[Stored data entries]
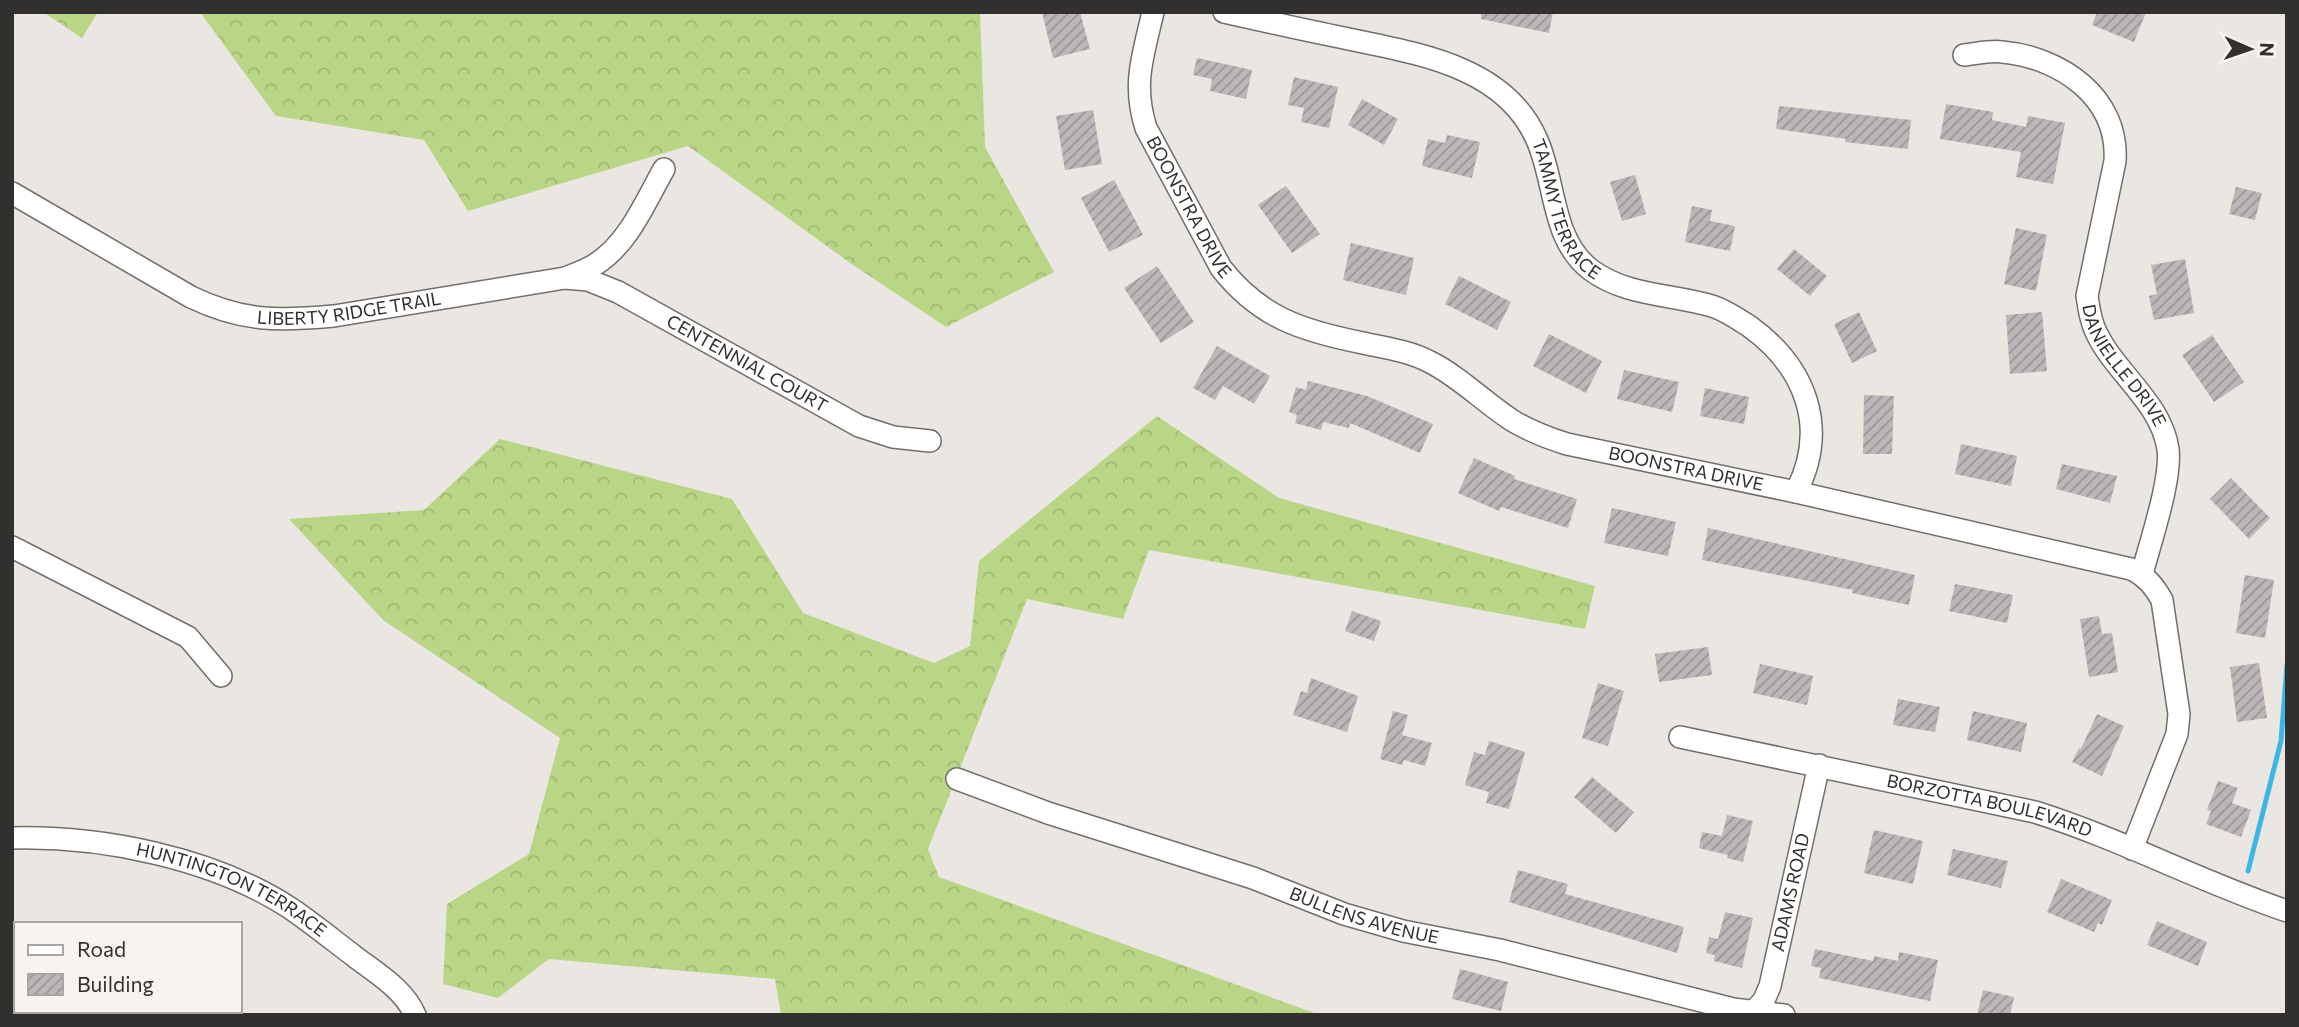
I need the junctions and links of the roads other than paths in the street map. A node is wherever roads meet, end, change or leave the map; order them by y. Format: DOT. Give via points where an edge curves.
graph roads {
  1 [pos="1153,12"];
  2 [pos="1224,12"];
  3 [pos="1964,55"];
  4 [pos="664,169"];
  5 [pos="12,193"];
  6 [pos="565,278"];
  7 [pos="930,441"];
  8 [pos="1796,492"];
  9 [pos="12,547"];
  10 [pos="2142,574"];
  11 [pos="220,676"];
  12 [pos="1679,737"];
  13 [pos="1819,765"];
  14 [pos="957,779"];
  15 [pos="12,838"];
  16 [pos="2132,849"];
  17 [pos="2287,911"];
  18 [pos="1753,1013"];
  19 [pos="415,1015"];
  20 [pos="1784,1015"];
  1 -- 8 [label="street, BOONSTRA DRIVE" via="1138,88 1139,108 1221,268 1254,303 1301,328 1406,351 1432,362 1514,421 1567,444"];
  2 -- 8 [label="street, TAMMY TERRACE" via="1405,51 1454,66 1500,92 1527,121 1538,141 1566,240 1590,270 1629,288 1714,306 1755,331 1782,355 1807,399 1812,423 1809,463"];
  3 -- 10 [label="street, DANIELLE DRIVE" via="2005,52 2053,65 2092,92 2113,128 2115,161 2087,296 2096,333 2154,413 2168,450 2168,470"];
  4 -- 6 [label="street, LIBERTY RIDGE TRAIL" via="613,251"];
  5 -- 6 [label="street, LIBERTY RIDGE TRAIL" via="191,297 247,317 334,316"];
  6 -- 7 [label="street, CENTENNIAL COURT" via="588,280 618,292 859,426 893,437"];
  8 -- 10 [label="street, BOONSTRA DRIVE"];
  9 -- 11 [label="street" via="188,637"];
  10 -- 16 [label="street" via="2162,600 2179,713 2173,748"];
  12 -- 13 [label="street, BORZOTTA BOULEVARD"];
  13 -- 16 [label="street, BORZOTTA BOULEVARD" via="2035,812"];
  13 -- 18 [label="street, ADAMS ROAD" via="1770,986"];
  14 -- 18 [label="street, BULLENS AVENUE" via="1253,878 1344,914"];
  15 -- 19 [label="street, HUNTINGTON TERRACE" via="141,850 230,878 314,925 395,988"];
  16 -- 17 [label="street, BORZOTTA BOULEVARD"];
  18 -- 20 [label="street, BULLENS AVENUE"];
}
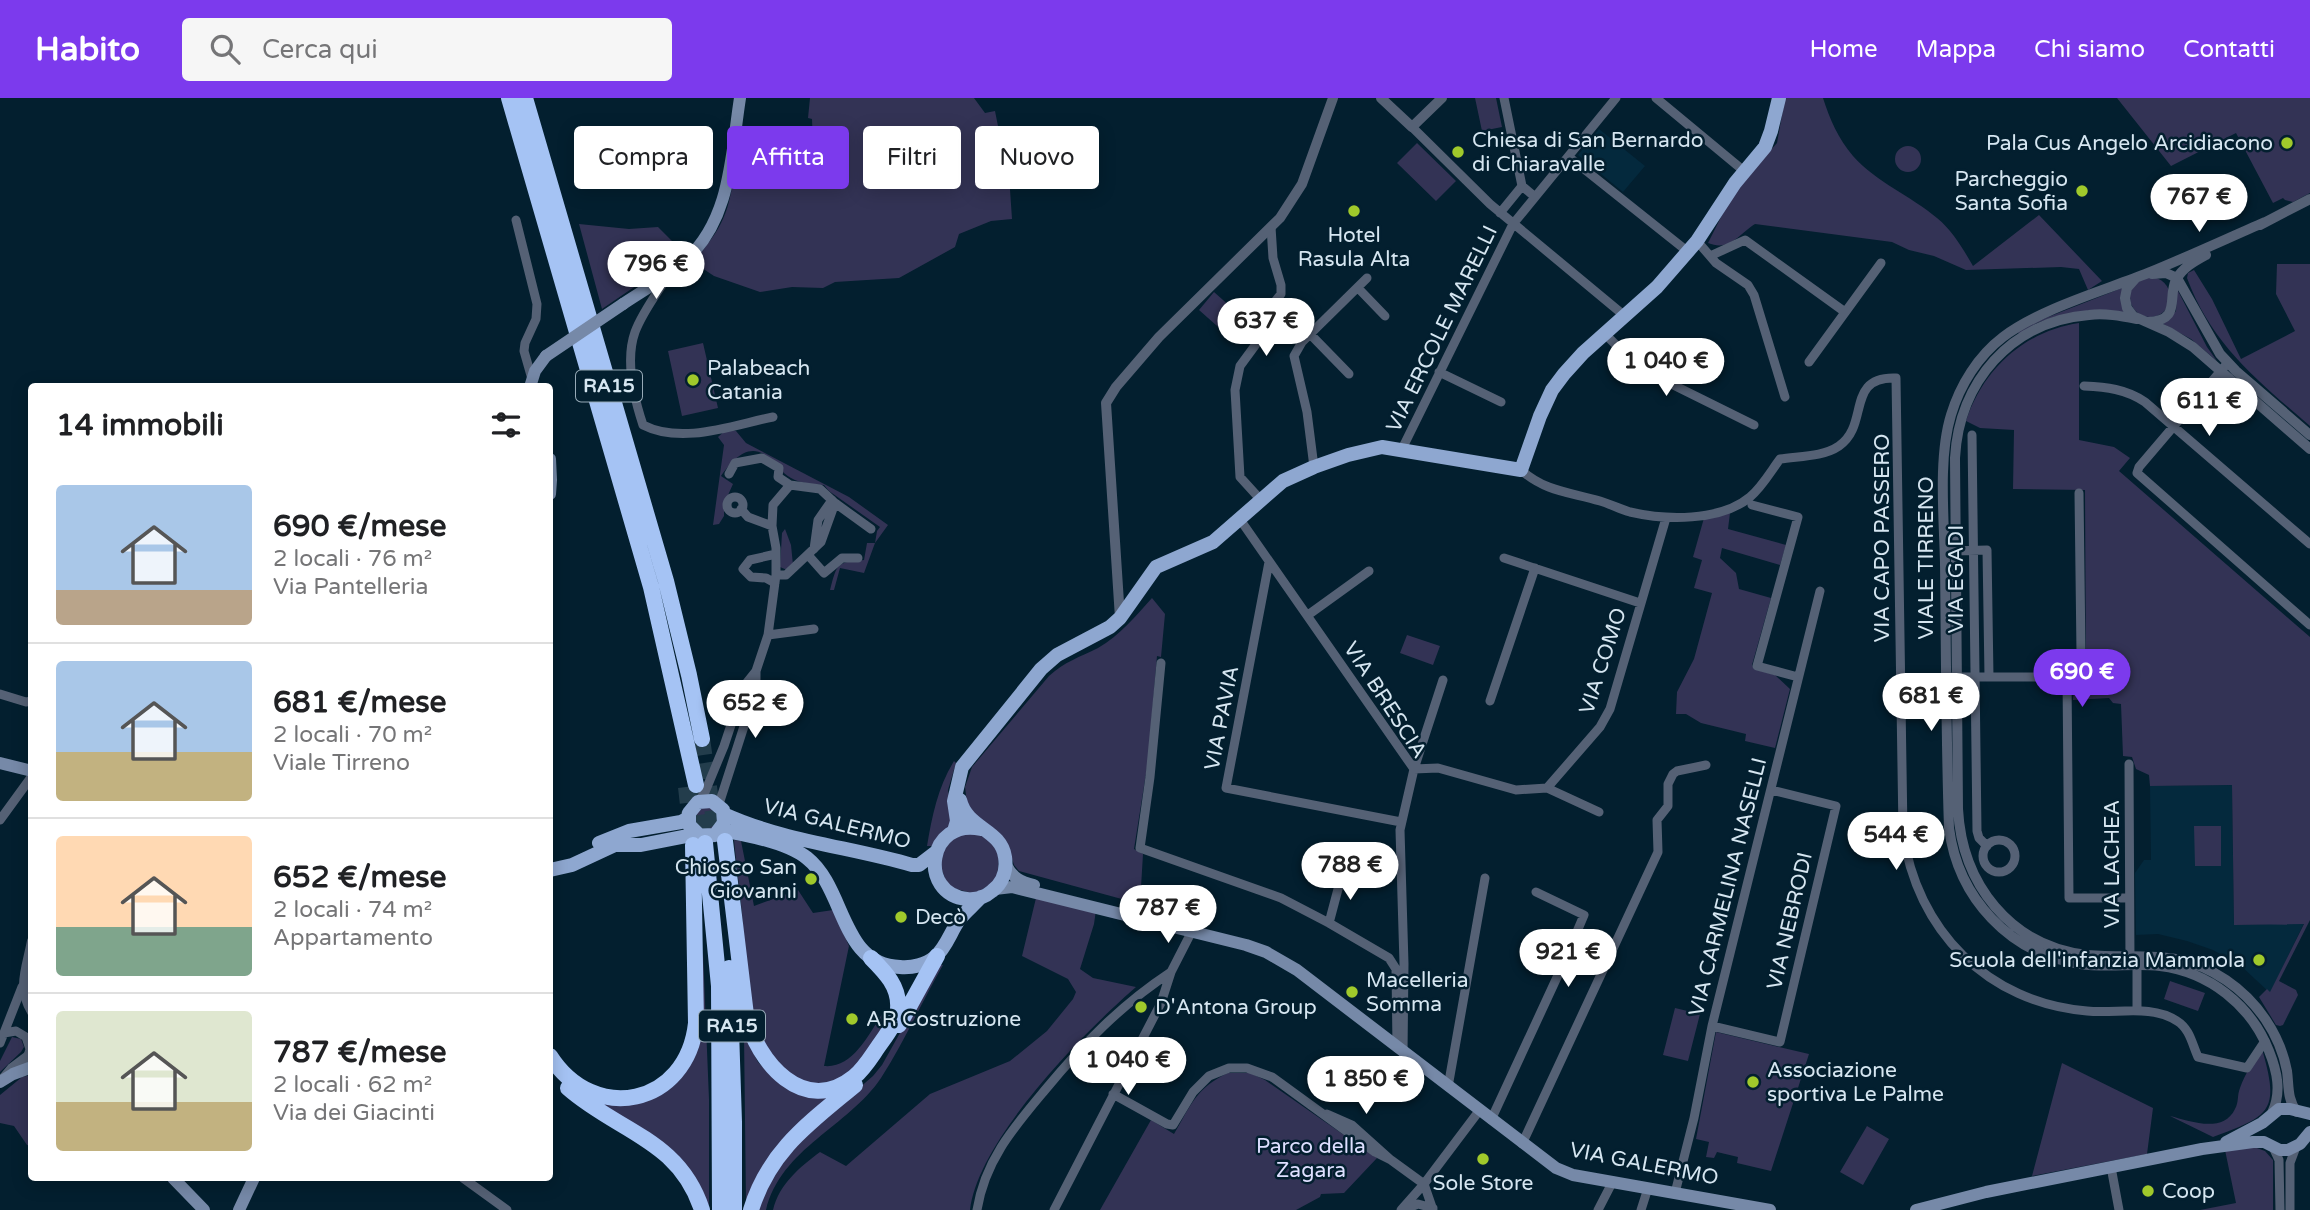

• **Activity**: Show the lines of the entries that include the string "LIBERTY", copying each in full.

• **Answer below**:
  4 -- 6 [label="street, LIBERTY RIDGE TRAIL" via="613,251"];
  5 -- 6 [label="street, LIBERTY RIDGE TRAIL" via="191,297 247,317 334,316"];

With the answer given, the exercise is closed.